Just off the top of my head, I can think of three friends who never finished college.
- “Allan” got through high school without doing much—”I was one of those students who never really gave the teacher much satisfaction,” he says—but managed to get into a high profile private college in Philadelphia. He smoked a lot of pot and eventually dropped out. His passions are building things with his hands, community service, travel, and God. Now, he works as a project manager for Habitat for Humanity, heads off to Mexico as much as possible, and is an active members of his church. He’s happily married, and is a great father to his little boy.

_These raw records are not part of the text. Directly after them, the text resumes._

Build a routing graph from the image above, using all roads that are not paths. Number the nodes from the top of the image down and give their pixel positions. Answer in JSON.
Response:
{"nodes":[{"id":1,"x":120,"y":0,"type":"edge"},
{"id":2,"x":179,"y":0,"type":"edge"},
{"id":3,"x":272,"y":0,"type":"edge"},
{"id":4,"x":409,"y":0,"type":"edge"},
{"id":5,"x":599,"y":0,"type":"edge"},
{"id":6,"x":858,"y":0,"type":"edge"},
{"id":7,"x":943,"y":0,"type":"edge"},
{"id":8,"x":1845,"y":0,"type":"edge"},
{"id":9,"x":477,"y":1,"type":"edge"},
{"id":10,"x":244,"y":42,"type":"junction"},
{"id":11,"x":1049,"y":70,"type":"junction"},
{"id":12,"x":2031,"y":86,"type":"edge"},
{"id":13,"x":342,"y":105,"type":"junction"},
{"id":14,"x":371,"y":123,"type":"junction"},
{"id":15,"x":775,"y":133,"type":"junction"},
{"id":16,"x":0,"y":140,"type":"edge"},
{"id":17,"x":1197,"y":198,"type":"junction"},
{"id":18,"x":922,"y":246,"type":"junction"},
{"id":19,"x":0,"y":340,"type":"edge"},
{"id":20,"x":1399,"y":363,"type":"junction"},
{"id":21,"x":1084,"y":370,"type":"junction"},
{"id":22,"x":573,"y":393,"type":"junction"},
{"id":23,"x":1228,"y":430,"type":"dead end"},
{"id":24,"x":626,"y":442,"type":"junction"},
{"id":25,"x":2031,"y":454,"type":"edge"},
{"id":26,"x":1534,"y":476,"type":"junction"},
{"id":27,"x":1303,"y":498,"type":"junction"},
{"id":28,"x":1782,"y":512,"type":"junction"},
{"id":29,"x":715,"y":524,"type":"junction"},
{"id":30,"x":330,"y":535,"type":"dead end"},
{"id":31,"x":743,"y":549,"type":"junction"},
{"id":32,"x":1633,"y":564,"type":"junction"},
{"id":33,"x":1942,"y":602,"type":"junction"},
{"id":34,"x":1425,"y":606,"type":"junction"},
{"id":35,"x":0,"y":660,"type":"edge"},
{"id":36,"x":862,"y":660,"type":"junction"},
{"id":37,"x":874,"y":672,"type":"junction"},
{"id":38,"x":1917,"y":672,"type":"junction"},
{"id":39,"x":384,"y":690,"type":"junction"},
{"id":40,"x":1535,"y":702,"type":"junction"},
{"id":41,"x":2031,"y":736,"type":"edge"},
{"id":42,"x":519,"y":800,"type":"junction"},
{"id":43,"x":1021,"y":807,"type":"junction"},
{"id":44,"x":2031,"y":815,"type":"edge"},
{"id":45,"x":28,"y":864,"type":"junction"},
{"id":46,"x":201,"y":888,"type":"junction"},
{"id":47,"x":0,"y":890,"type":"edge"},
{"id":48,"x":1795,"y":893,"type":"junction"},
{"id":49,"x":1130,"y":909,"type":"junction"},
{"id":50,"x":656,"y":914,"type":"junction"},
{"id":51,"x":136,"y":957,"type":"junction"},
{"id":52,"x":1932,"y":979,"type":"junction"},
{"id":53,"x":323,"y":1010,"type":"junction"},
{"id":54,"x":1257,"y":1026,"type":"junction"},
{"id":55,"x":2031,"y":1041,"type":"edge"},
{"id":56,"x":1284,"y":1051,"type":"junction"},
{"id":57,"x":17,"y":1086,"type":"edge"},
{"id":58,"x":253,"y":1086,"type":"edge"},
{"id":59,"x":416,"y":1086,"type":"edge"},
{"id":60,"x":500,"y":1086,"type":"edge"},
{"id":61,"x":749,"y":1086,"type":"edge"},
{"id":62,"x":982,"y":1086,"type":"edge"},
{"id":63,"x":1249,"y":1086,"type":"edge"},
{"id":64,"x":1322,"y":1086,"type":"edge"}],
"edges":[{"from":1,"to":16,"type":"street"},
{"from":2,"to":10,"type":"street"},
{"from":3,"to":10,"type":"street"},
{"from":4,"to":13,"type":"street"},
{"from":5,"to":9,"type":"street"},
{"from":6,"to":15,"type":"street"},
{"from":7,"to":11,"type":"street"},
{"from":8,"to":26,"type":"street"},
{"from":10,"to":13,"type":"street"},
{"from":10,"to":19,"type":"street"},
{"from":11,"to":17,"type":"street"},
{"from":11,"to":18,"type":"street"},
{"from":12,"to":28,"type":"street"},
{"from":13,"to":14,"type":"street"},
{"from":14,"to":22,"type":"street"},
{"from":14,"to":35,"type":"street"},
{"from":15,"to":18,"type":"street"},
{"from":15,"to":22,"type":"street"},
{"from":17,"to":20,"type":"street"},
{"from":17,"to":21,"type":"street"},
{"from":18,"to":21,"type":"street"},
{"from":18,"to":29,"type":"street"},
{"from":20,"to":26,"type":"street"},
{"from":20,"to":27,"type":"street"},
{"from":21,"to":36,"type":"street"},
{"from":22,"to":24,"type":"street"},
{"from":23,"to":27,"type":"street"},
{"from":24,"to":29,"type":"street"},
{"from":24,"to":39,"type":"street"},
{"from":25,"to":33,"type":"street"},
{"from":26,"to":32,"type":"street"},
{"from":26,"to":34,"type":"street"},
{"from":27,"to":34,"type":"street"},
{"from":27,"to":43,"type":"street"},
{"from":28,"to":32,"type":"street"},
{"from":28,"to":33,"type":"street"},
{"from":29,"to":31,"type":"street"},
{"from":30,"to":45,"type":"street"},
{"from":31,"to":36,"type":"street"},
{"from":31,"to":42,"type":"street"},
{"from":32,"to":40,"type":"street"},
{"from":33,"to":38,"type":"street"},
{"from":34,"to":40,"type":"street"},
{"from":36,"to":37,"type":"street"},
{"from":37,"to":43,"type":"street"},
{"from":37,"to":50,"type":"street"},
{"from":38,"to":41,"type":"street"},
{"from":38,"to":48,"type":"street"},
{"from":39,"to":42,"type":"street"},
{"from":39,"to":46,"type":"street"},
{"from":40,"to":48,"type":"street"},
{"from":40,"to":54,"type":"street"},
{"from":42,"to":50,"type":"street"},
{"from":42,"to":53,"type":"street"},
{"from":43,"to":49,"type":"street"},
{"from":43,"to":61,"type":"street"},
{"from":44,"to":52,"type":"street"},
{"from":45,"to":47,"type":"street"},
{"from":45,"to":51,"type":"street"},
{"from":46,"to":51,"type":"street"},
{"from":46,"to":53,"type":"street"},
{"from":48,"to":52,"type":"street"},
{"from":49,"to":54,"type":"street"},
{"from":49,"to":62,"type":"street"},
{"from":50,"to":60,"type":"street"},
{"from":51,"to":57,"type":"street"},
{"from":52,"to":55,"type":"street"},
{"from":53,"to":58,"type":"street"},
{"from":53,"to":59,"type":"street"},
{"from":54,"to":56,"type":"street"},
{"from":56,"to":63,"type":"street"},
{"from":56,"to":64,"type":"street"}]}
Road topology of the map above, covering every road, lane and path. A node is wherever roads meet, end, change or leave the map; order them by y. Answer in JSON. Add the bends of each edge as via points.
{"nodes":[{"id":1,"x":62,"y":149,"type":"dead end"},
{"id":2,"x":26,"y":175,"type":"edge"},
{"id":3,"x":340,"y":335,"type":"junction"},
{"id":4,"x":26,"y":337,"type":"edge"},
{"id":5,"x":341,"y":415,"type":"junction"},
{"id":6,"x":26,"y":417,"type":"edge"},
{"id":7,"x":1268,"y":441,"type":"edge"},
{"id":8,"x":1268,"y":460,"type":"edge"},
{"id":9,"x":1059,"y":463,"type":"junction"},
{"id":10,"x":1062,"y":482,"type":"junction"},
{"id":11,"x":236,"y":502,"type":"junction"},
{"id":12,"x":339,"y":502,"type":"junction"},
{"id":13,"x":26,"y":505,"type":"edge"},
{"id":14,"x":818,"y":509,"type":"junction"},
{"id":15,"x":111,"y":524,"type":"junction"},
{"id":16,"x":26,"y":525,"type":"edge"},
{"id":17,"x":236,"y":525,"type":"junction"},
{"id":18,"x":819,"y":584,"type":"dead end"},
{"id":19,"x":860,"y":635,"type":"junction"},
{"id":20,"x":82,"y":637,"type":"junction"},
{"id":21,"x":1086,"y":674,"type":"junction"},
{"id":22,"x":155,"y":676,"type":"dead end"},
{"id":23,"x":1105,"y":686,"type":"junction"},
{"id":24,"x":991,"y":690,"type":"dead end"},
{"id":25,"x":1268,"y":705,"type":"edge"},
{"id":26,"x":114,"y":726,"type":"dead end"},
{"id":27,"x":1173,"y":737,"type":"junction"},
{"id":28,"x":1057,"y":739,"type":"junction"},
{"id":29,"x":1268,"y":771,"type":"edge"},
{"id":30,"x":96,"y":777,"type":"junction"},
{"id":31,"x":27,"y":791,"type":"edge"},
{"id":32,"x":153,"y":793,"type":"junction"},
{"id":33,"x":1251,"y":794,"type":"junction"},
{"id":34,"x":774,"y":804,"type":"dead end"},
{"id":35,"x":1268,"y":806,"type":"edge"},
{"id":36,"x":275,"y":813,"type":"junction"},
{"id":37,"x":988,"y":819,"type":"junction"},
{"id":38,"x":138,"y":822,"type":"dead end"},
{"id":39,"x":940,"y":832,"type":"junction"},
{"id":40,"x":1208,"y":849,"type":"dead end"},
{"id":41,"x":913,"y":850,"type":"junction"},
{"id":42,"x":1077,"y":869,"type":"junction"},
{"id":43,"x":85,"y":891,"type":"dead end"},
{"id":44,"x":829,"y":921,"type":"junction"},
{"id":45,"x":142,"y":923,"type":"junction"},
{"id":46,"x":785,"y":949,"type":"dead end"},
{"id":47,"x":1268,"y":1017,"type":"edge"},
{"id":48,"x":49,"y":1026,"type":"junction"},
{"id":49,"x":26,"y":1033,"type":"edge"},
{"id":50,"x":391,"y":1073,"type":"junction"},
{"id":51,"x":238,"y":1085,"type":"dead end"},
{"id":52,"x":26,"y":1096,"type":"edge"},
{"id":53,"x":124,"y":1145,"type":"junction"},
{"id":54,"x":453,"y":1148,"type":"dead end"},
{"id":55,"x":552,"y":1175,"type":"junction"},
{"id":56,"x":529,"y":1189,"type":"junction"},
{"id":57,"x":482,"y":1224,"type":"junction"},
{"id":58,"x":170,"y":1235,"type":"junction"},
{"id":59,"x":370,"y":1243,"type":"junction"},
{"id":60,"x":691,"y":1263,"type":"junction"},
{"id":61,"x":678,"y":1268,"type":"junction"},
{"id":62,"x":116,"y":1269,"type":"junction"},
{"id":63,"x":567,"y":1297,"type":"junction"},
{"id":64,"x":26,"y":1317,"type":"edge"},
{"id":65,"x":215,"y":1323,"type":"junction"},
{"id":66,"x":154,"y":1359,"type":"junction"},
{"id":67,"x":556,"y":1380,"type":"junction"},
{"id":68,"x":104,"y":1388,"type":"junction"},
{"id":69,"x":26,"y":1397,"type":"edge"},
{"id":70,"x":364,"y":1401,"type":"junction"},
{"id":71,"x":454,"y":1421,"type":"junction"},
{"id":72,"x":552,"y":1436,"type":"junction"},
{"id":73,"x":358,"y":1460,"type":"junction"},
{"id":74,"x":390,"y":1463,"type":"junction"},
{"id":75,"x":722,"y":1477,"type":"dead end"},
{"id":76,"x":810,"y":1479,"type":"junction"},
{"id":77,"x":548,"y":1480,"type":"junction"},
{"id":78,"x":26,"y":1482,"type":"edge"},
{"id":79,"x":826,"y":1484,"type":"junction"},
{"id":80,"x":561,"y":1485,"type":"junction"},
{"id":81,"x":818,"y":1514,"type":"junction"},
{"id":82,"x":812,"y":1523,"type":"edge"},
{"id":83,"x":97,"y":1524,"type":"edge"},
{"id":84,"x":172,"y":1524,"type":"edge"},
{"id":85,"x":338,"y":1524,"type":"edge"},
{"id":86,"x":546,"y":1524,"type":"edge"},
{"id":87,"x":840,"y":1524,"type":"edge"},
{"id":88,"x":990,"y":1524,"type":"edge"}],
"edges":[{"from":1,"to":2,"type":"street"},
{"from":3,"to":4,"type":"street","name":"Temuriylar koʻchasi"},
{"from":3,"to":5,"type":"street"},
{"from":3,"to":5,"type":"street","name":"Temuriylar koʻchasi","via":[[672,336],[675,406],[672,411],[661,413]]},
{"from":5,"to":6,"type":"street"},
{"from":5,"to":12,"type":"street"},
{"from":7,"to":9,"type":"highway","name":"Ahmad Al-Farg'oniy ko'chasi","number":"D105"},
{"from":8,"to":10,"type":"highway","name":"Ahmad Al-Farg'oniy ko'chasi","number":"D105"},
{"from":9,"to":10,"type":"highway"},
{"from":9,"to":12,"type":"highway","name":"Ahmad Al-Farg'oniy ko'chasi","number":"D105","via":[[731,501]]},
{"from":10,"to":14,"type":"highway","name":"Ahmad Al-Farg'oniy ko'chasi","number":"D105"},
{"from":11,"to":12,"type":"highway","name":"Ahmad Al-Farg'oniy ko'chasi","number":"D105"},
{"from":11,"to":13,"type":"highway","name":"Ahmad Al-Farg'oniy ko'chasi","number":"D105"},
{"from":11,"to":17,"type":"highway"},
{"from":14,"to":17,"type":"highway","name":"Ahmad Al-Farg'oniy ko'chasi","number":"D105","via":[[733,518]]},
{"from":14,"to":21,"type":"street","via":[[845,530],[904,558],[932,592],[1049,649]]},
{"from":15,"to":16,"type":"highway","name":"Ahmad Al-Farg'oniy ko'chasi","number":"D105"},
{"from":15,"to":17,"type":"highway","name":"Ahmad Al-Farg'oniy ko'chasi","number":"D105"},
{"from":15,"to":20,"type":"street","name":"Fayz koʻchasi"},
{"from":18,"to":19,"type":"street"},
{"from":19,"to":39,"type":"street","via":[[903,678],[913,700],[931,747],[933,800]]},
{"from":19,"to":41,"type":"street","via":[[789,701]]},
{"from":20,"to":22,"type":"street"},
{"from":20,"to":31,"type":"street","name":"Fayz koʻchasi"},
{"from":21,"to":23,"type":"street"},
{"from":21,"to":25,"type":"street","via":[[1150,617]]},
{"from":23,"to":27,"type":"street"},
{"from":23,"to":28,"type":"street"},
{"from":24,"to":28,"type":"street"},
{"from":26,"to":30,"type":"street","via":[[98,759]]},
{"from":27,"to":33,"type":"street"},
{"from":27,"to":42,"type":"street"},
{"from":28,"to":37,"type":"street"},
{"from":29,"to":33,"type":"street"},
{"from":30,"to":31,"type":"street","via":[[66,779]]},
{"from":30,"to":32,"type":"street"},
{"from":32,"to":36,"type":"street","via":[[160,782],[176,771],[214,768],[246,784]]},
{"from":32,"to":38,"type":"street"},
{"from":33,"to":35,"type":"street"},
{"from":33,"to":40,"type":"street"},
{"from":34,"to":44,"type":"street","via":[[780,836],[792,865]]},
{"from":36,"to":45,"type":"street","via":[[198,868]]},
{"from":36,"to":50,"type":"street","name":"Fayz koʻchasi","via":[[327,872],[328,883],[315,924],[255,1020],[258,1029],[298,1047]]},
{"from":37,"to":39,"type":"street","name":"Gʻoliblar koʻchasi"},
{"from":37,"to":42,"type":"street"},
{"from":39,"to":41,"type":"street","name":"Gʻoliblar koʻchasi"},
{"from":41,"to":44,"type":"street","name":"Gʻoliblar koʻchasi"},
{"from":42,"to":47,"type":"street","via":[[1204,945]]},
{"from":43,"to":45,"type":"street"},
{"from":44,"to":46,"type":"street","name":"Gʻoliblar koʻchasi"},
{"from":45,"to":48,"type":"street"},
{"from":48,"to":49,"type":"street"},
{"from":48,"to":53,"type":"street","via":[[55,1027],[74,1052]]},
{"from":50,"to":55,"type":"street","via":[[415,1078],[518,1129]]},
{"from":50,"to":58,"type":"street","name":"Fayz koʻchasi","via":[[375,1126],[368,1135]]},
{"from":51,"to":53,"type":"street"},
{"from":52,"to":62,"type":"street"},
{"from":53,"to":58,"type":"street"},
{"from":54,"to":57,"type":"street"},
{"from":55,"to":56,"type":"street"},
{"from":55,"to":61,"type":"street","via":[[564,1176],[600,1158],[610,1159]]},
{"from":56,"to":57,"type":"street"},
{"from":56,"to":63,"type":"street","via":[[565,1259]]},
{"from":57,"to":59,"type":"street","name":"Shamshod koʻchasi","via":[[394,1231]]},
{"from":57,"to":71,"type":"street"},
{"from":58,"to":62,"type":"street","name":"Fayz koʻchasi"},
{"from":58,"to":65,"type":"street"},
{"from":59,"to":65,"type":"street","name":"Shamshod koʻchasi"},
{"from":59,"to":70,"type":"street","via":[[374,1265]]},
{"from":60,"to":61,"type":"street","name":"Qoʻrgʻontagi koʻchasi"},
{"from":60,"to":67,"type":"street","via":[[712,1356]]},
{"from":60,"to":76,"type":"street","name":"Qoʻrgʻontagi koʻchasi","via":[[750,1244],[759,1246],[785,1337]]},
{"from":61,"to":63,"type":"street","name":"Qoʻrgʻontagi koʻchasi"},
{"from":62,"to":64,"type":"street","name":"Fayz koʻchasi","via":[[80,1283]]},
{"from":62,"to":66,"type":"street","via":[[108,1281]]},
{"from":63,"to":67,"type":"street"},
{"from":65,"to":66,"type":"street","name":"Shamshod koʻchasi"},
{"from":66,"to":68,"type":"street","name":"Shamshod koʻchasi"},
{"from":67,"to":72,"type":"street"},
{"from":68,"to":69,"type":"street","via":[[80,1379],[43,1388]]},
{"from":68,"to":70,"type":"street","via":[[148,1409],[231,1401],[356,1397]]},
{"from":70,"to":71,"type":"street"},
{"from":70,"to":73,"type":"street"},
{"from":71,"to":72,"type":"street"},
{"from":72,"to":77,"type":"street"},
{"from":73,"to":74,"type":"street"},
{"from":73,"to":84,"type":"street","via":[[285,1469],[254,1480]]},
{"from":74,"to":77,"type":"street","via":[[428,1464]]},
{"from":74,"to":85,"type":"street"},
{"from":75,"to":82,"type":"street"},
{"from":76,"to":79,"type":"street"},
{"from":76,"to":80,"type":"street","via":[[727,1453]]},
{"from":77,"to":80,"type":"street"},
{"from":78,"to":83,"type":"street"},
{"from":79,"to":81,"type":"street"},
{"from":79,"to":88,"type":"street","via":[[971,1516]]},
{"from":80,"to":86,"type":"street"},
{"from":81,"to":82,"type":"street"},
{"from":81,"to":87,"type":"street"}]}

- “Dan” never went to college. He found his passion working as a sports writer right out of high school. He was really good at it, so his editor kept giving him more responsibility and higher profile assignments. Now, he writes for ESPN.com. He’s married with two kids, totally happy.
- “Terry” drank too much in college and dropped out during his sophomore year. But he’s a really friendly guy, the kind of person everyone likes (in education parlance, he has “advanced interpersonal intelligence”). Ever since I’ve known him, he’s been a dedicated, loyal friend. Now he’s happily married with a couple kids, and sells mortgages. Of course he sells mortgages—with a personality like his, I’m sure he gets tons of referrals from happy clients.
This is why I think the relationship between a college degree and success is merely correlation and not causation. What you learn in college often has very little to do with the work you do at your job. Would Andy be a better project manager or a better father if he’d spent more time analyzing Hemingway’s prose? Would Terry deliver better customer service if he’d passed Oceanography 101?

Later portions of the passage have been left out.